Martín Jaramillo L.

En Colombia parece existir un conflicto entre la diversidad y el desarrollo: es como si tuviéramos una inevitable elección entre preservar nuestras comunidades o explotar nuestros recursos. La cosa no es así, necesitamos ambas.
Cuando discutimos un proyecto minero o petrolero no podemos recurrir al populismo de que es una elección entre “el petróleo o el agua”, pero tampoco en la ignorancia e indolencia de que toca, como decía un colega, mandar “al diablo las comunidades”.
Por un lado, somos un país orgullosamente diverso: al inicio de nuestra historia, por ser la puerta de entrada de Cristóbal Colón a América del Sur, tuvimos una exquisita mezcla de culturas.

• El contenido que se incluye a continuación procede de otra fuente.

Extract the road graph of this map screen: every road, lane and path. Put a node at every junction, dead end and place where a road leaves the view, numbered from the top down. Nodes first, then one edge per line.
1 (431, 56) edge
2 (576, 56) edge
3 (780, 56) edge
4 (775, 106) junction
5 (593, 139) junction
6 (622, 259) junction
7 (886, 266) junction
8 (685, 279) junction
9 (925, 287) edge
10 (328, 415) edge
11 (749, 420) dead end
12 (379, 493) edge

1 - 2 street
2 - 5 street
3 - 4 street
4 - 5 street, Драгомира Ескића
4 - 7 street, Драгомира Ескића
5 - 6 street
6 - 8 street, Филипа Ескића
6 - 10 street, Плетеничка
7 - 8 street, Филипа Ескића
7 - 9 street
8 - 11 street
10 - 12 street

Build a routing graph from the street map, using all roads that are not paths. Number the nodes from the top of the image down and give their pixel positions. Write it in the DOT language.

Tanto que hoy, más de 500 años después, tenemos 87 culturas indígenas, 64 lenguas amerindias y miles de historias por contar. Una diversidad exuberante que carga en sus tradiciones siglos de historia de nuestros orígenes. En Colombia viven un millón 400 mil indígenas, solamente en Caldas hay 6 resguardos (DANE - Info. en mi Twitter).
Pero también hay necesidades materiales que no se pagan ni con historia, ni con cultura, por amplia que sea. La pobreza de nuestro país es inhumana y la necesidad que tenemos de aprovechar todos nuestros recursos es inescapable. Algunos empresarios han desestimado el valor de nuestra cultura mientras unos políticos han desestimado el valor de la minería y el desarrollo; ambos están terriblemente equivocados.

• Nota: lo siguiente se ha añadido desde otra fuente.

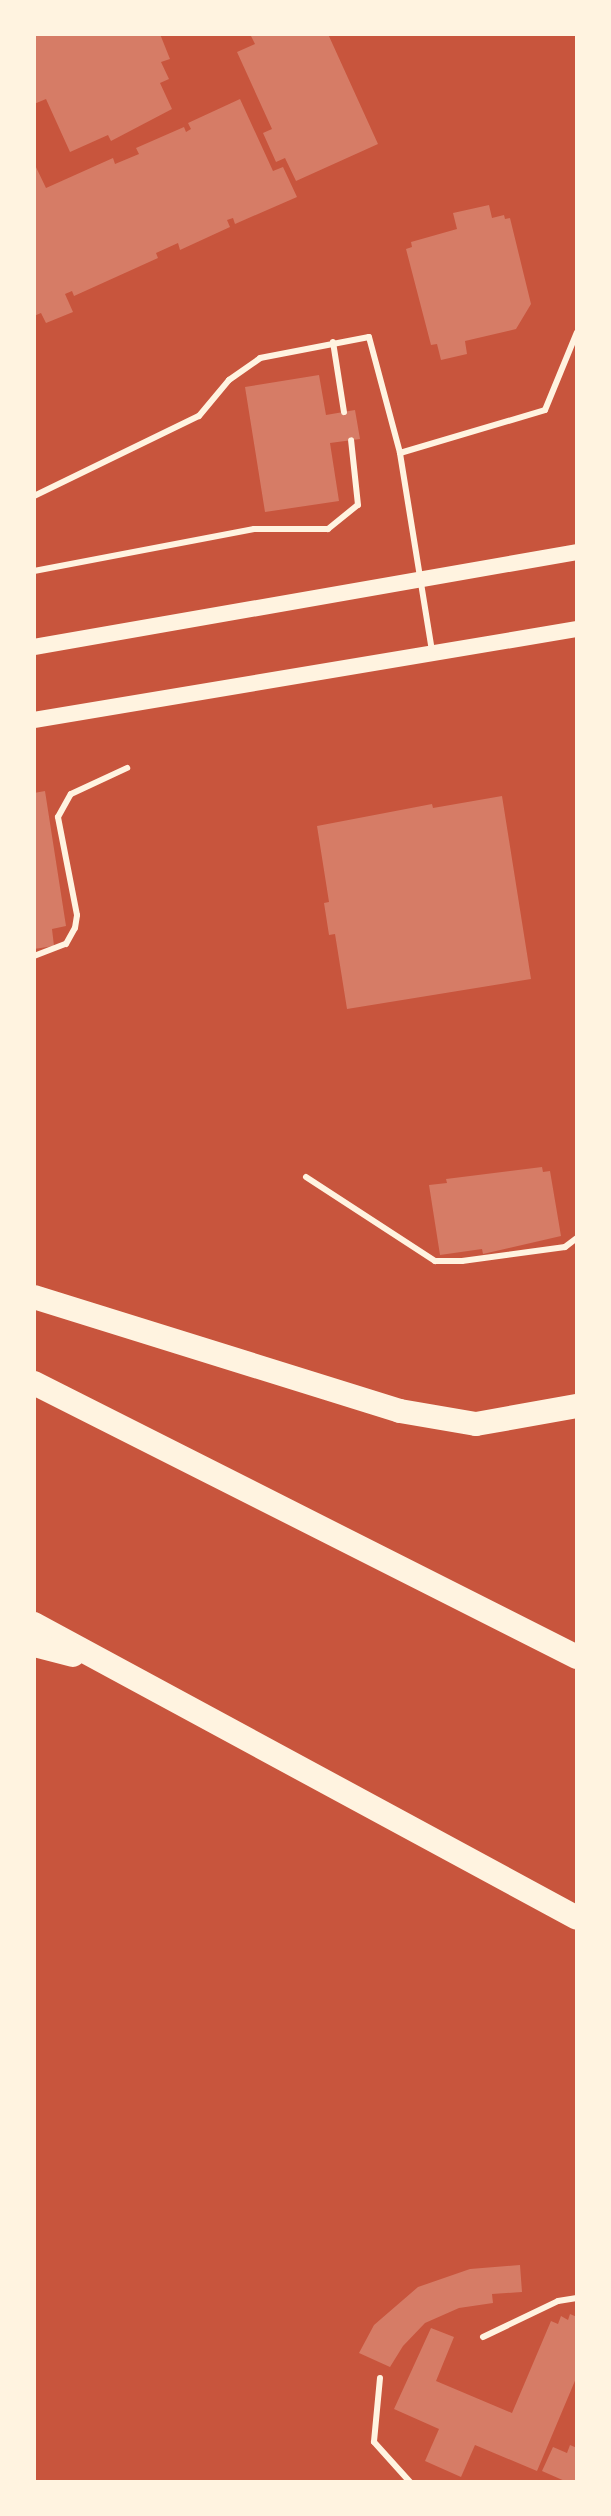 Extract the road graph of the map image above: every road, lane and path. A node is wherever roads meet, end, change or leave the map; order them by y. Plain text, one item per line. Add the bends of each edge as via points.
1 (577, 332) edge
2 (333, 342) junction
3 (344, 412) dead end
4 (351, 440) dead end
5 (400, 453) junction
6 (34, 496) edge
7 (577, 552) edge
8 (34, 571) edge
9 (418, 578) junction
10 (577, 629) edge
11 (34, 647) edge
12 (433, 654) junction
13 (34, 720) edge
14 (127, 768) dead end
15 (34, 956) edge
16 (306, 1177) dead end
17 (577, 1238) edge
18 (34, 1297) edge
19 (34, 1383) edge
20 (577, 1406) edge
21 (34, 1624) edge
22 (34, 1645) edge
23 (577, 1657) edge
24 (114, 1666) junction
25 (577, 1918) edge
26 (577, 2298) edge
27 (483, 2337) dead end
28 (380, 2378) dead end
29 (410, 2482) edge

1 - 5 lane via 545,410
2 - 3 lane
2 - 5 lane via 369,337
2 - 6 lane via 260,358 229,380 199,416
4 - 8 lane via 358,505 328,529 254,529
5 - 9 lane
7 - 9 main road
9 - 11 main road
9 - 12 lane
10 - 12 main road
12 - 13 main road
14 - 15 lane via 71,794 58,817 75,928 66,944
16 - 17 lane via 435,1261 565,1247
18 - 20 highway via 400,1411 476,1424
19 - 23 highway
21 - 24 highway
22 - 24 highway
24 - 25 highway
26 - 27 lane via 558,2301
28 - 29 lane via 374,2442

Según el DNP, la minería ha financiado la construcción de 50 mil kms de carretera, la maestría de 3 mil 263 profesionales, la construcción o mejora de 748 colegios y 271 hospitales, más el alcantarillado que provee agua potable a 10 millones de personas. Los departamentos más beneficiados son Meta, el Chocó y La Guajira.
Eso está en riesgo con populistas que pretenden reemplazar esos ingresos con aguacates o páneles solares. Esos ingresos son casi imposibles de reemplazar, mucho menos cuando los gobiernos han estado buscando en cada rincón cómo cobrar más impuestos; simplemente no hay de dónde más exprimir.
El problema no es económico pues la economía sí tiene una respuesta. La transacción entre el Estado (dueño del subsuelo) y la empresa productora no es eficiente, económicamente hablando, debido al concepto de externalidades. Cuando no se tienen en cuenta los terceros afectados de una transacción, se cae en esa falla de mercado. Si el proyecto no puede pagar los daños ambientales para explotar responsable y sosteniblemente, no solo es un crimen moral (porque acaba las comunidades con su paso), sino que también es un mal negocio.
Este dilema me recuerda la gloriosa Nina Friedemann en su libro “La Saga del negro”:
“Ser diferente y reclamar el derecho a serlo, pero alcanzando niveles de igualdad social y económica. Es la pluralidad étnica que desde hace unos años se formula el mundo como un perfil de la democracia en las naciones contemporáneas”
Yo me temo que esa pluralidad étnica solo se podrá conservar si nos tomamos seriamente el valor que tienen nuestras comunidades, y los niveles de igualdad económica solo los podremos alcanzar si reconocemos el valor de nuestros recursos.